Price gaps have also affected the results. With cost differences between a netbook or ultraportable and a full-size notebook closing to as little as $60, there was little incentive to get one of the smaller, slower portables without an obvious difference. The iPad is much lighter and smaller, while many who now want something more have been opting for 15-inch and larger models instead.

by MacNN Staff



  1. JeffHarris

    Joined: Dec 1969


    No Mystery

    People buy into a fad of underpowered, cheap, Windows running garbage thinking that these things could replace a full-sized computer, only to realize the opposite.

    Word gets around. People stop buying.
    And some wonder why there's there's been an overall sales drop?
    The iPad is a contributor, but there's much more to it..

  1. iDaver

    Joined: Dec 1969



    Most people who want a netbook now have one, so of course sales will begin to slow. There's no compelling reason to upgrade after you have a netbook since for most people it is a second computer. Mine works just fine, thanks.

  1. wrenchy

    Joined: Dec 1969


    Would the

    iPad qualify as a fad of underpowered, iOS running garbage that people think would replace a full-sized computer? I think it does.
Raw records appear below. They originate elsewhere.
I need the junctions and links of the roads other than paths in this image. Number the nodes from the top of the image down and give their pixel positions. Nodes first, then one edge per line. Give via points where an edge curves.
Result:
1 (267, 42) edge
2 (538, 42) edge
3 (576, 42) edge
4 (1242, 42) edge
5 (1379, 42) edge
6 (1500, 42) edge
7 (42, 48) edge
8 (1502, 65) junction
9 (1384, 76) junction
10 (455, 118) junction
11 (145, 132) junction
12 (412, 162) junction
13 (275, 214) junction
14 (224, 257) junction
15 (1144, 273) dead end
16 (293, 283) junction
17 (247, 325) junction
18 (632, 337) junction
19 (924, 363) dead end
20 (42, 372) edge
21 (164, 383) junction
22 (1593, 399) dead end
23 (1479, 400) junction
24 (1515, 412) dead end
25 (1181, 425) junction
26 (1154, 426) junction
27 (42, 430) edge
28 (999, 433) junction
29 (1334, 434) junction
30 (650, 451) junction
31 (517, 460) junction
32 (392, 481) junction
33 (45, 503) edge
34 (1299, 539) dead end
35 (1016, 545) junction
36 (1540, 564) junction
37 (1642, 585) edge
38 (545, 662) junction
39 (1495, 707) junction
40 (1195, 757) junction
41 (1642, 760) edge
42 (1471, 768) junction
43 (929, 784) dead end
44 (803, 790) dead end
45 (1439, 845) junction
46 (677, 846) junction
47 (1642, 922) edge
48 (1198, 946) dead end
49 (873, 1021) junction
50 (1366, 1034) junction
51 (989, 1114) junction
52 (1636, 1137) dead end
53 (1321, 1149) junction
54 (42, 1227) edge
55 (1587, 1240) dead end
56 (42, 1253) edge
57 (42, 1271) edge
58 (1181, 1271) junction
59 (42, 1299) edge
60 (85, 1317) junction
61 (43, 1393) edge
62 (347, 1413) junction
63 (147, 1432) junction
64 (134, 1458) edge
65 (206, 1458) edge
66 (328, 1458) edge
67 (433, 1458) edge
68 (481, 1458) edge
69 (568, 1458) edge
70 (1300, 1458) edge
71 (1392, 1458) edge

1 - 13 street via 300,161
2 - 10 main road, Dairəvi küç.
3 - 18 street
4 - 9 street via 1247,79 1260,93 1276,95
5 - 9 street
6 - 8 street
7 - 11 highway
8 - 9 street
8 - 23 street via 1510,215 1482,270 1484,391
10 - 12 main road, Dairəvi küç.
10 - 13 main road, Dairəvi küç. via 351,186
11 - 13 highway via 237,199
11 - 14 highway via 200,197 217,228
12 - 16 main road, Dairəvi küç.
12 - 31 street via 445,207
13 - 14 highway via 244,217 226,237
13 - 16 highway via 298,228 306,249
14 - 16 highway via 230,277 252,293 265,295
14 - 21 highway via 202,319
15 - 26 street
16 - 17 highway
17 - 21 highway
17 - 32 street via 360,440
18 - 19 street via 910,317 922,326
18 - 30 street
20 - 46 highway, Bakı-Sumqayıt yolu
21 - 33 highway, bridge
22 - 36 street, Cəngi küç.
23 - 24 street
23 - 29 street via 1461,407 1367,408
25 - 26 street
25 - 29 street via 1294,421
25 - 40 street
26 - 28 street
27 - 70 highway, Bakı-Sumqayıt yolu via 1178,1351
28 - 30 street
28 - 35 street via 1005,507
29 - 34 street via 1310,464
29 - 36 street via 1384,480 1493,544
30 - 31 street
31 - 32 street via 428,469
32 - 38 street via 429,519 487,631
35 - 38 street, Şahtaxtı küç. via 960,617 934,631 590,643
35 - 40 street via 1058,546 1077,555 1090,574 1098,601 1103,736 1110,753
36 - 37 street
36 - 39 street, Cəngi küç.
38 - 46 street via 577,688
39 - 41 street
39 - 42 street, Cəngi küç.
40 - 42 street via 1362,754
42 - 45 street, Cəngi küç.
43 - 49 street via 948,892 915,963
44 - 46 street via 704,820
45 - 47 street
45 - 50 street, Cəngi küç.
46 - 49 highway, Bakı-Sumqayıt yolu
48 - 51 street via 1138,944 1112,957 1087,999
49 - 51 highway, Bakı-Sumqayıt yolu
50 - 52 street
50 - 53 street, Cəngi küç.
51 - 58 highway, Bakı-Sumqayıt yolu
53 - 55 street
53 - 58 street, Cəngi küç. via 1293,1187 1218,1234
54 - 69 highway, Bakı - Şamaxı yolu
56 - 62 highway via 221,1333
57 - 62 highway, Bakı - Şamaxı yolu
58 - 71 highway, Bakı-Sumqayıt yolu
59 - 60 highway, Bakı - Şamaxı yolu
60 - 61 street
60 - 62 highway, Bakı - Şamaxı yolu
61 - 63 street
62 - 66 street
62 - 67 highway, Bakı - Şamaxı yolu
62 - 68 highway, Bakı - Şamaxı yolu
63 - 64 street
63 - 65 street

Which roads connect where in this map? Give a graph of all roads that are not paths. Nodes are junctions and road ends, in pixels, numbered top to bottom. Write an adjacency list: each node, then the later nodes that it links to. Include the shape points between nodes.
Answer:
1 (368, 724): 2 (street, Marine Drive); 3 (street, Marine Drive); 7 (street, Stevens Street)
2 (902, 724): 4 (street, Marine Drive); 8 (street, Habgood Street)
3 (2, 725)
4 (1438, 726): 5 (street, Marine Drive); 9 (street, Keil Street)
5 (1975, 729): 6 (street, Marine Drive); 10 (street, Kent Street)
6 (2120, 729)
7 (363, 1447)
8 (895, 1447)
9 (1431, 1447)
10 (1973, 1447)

    There is no doubt that the iPad has something to do with the drop in netbook sales. The market is so saturated with netbooks right now that coupled with the shiny new iPad, sales drop. No brainer.

    Just take into account the people that have bought an iPad and realized it's limited capabilities may sell their iPads or will not want to upgrade when Apple puts out a new unit. I know a few people in that boat.

    Oh and don't forget the onslaught of Android tablets/slates/pads. I wonder how long iPad will hold it's lead when they unleash the Green Robot?

  1. iphonerulez

    Joined: Dec 1969


    I don't care if the iPad isn't necessarily

    hurting netbook sales. No Windows fanboi would admit to it even if it were true since a "useless toy" can't replace a real computer. I do know that Apple is selling iPads as fast as they can make them and that's money in the bank for Apple. Any drop in netbook sales, even if it's only a couple of million or so, takes money away from Microsoft in OEM Windows 7 licenses. I believe it will only get worse in the future as various vendors come out with tablets running mobile OSes. They'll all blunt Windows 7 sales. That will give Microsoft something to think about. Any slowdown in Windows sales will give investors pause about near-term Microsoft revenue which could possibly push Microsoft shares down to the low $20 range. Nowadays, just a little bad news can drop even a solid company's share price.